» **Data provided**:

———

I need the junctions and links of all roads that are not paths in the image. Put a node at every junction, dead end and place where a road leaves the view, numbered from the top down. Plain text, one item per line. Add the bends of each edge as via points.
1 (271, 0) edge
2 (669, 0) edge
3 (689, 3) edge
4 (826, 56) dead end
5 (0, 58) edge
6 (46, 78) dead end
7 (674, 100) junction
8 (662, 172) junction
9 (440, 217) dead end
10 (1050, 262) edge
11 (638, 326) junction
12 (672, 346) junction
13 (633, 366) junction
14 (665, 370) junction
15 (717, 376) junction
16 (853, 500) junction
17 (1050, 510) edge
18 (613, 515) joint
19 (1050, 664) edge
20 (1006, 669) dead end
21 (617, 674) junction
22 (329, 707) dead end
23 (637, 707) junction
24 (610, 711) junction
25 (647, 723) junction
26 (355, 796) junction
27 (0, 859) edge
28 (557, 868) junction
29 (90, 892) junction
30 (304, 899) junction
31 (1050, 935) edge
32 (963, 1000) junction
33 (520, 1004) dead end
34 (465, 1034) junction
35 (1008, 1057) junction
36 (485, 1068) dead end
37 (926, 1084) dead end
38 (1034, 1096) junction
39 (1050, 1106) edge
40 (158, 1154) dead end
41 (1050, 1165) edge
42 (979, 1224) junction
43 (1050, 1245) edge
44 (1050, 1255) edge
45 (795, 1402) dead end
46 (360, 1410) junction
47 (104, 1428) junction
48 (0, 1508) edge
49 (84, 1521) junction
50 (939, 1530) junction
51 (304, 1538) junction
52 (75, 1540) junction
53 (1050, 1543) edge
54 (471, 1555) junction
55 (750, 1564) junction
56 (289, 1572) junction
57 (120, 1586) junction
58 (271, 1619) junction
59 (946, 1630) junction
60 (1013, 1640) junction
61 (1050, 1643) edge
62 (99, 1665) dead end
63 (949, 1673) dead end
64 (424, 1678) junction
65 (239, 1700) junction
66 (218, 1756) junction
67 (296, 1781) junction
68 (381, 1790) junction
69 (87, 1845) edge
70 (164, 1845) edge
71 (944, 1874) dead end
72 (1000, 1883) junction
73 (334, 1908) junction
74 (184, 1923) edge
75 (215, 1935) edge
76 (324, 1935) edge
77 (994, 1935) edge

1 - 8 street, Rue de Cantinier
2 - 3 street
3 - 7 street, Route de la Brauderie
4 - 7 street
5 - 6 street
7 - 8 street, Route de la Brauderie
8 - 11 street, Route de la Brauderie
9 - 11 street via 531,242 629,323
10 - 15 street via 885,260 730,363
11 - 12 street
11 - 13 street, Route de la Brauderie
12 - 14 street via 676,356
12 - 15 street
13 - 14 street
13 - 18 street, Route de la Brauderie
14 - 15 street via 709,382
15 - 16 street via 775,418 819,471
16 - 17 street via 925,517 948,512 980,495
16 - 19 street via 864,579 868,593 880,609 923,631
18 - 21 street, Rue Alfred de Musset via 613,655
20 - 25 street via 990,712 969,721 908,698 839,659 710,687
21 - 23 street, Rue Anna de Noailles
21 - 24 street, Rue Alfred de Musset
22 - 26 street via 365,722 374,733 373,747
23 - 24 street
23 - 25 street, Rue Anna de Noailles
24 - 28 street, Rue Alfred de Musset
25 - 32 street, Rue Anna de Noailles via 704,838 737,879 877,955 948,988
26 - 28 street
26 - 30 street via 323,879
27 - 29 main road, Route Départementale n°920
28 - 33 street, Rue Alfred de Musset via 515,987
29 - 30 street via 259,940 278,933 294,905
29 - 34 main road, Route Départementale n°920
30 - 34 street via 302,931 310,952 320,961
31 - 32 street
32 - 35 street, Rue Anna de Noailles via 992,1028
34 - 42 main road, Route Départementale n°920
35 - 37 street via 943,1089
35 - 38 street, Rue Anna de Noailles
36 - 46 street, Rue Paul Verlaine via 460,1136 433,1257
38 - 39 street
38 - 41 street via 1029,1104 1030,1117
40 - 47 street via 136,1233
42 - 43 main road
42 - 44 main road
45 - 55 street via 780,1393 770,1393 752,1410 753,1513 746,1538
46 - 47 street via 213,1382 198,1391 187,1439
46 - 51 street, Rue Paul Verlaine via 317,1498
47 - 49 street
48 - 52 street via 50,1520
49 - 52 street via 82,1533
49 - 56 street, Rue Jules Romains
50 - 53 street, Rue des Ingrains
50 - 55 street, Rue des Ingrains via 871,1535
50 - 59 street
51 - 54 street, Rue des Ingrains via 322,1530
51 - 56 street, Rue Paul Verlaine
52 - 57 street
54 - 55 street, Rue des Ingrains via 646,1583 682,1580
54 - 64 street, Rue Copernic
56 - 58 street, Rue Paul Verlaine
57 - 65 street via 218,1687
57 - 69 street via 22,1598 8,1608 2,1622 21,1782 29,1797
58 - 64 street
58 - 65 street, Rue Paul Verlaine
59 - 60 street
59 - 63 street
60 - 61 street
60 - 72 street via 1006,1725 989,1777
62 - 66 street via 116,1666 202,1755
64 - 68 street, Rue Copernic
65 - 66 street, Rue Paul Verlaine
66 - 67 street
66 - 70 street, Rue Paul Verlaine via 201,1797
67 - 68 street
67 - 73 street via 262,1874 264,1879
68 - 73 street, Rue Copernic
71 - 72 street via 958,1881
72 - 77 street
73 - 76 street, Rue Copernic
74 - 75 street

———

» **Aim of the task**:
Repeat every record, keeping each word and mark exactly as it is.

» **Expected output**:
I need the junctions and links of all roads that are not paths in the image. Put a node at every junction, dead end and place where a road leaves the view, numbered from the top down. Plain text, one item per line. Add the bends of each edge as via points.
1 (271, 0) edge
2 (669, 0) edge
3 (689, 3) edge
4 (826, 56) dead end
5 (0, 58) edge
6 (46, 78) dead end
7 (674, 100) junction
8 (662, 172) junction
9 (440, 217) dead end
10 (1050, 262) edge
11 (638, 326) junction
12 (672, 346) junction
13 (633, 366) junction
14 (665, 370) junction
15 (717, 376) junction
16 (853, 500) junction
17 (1050, 510) edge
18 (613, 515) joint
19 (1050, 664) edge
20 (1006, 669) dead end
21 (617, 674) junction
22 (329, 707) dead end
23 (637, 707) junction
24 (610, 711) junction
25 (647, 723) junction
26 (355, 796) junction
27 (0, 859) edge
28 (557, 868) junction
29 (90, 892) junction
30 (304, 899) junction
31 (1050, 935) edge
32 (963, 1000) junction
33 (520, 1004) dead end
34 (465, 1034) junction
35 (1008, 1057) junction
36 (485, 1068) dead end
37 (926, 1084) dead end
38 (1034, 1096) junction
39 (1050, 1106) edge
40 (158, 1154) dead end
41 (1050, 1165) edge
42 (979, 1224) junction
43 (1050, 1245) edge
44 (1050, 1255) edge
45 (795, 1402) dead end
46 (360, 1410) junction
47 (104, 1428) junction
48 (0, 1508) edge
49 (84, 1521) junction
50 (939, 1530) junction
51 (304, 1538) junction
52 (75, 1540) junction
53 (1050, 1543) edge
54 (471, 1555) junction
55 (750, 1564) junction
56 (289, 1572) junction
57 (120, 1586) junction
58 (271, 1619) junction
59 (946, 1630) junction
60 (1013, 1640) junction
61 (1050, 1643) edge
62 (99, 1665) dead end
63 (949, 1673) dead end
64 (424, 1678) junction
65 (239, 1700) junction
66 (218, 1756) junction
67 (296, 1781) junction
68 (381, 1790) junction
69 (87, 1845) edge
70 (164, 1845) edge
71 (944, 1874) dead end
72 (1000, 1883) junction
73 (334, 1908) junction
74 (184, 1923) edge
75 (215, 1935) edge
76 (324, 1935) edge
77 (994, 1935) edge

1 - 8 street, Rue de Cantinier
2 - 3 street
3 - 7 street, Route de la Brauderie
4 - 7 street
5 - 6 street
7 - 8 street, Route de la Brauderie
8 - 11 street, Route de la Brauderie
9 - 11 street via 531,242 629,323
10 - 15 street via 885,260 730,363
11 - 12 street
11 - 13 street, Route de la Brauderie
12 - 14 street via 676,356
12 - 15 street
13 - 14 street
13 - 18 street, Route de la Brauderie
14 - 15 street via 709,382
15 - 16 street via 775,418 819,471
16 - 17 street via 925,517 948,512 980,495
16 - 19 street via 864,579 868,593 880,609 923,631
18 - 21 street, Rue Alfred de Musset via 613,655
20 - 25 street via 990,712 969,721 908,698 839,659 710,687
21 - 23 street, Rue Anna de Noailles
21 - 24 street, Rue Alfred de Musset
22 - 26 street via 365,722 374,733 373,747
23 - 24 street
23 - 25 street, Rue Anna de Noailles
24 - 28 street, Rue Alfred de Musset
25 - 32 street, Rue Anna de Noailles via 704,838 737,879 877,955 948,988
26 - 28 street
26 - 30 street via 323,879
27 - 29 main road, Route Départementale n°920
28 - 33 street, Rue Alfred de Musset via 515,987
29 - 30 street via 259,940 278,933 294,905
29 - 34 main road, Route Départementale n°920
30 - 34 street via 302,931 310,952 320,961
31 - 32 street
32 - 35 street, Rue Anna de Noailles via 992,1028
34 - 42 main road, Route Départementale n°920
35 - 37 street via 943,1089
35 - 38 street, Rue Anna de Noailles
36 - 46 street, Rue Paul Verlaine via 460,1136 433,1257
38 - 39 street
38 - 41 street via 1029,1104 1030,1117
40 - 47 street via 136,1233
42 - 43 main road
42 - 44 main road
45 - 55 street via 780,1393 770,1393 752,1410 753,1513 746,1538
46 - 47 street via 213,1382 198,1391 187,1439
46 - 51 street, Rue Paul Verlaine via 317,1498
47 - 49 street
48 - 52 street via 50,1520
49 - 52 street via 82,1533
49 - 56 street, Rue Jules Romains
50 - 53 street, Rue des Ingrains
50 - 55 street, Rue des Ingrains via 871,1535
50 - 59 street
51 - 54 street, Rue des Ingrains via 322,1530
51 - 56 street, Rue Paul Verlaine
52 - 57 street
54 - 55 street, Rue des Ingrains via 646,1583 682,1580
54 - 64 street, Rue Copernic
56 - 58 street, Rue Paul Verlaine
57 - 65 street via 218,1687
57 - 69 street via 22,1598 8,1608 2,1622 21,1782 29,1797
58 - 64 street
58 - 65 street, Rue Paul Verlaine
59 - 60 street
59 - 63 street
60 - 61 street
60 - 72 street via 1006,1725 989,1777
62 - 66 street via 116,1666 202,1755
64 - 68 street, Rue Copernic
65 - 66 street, Rue Paul Verlaine
66 - 67 street
66 - 70 street, Rue Paul Verlaine via 201,1797
67 - 68 street
67 - 73 street via 262,1874 264,1879
68 - 73 street, Rue Copernic
71 - 72 street via 958,1881
72 - 77 street
73 - 76 street, Rue Copernic
74 - 75 street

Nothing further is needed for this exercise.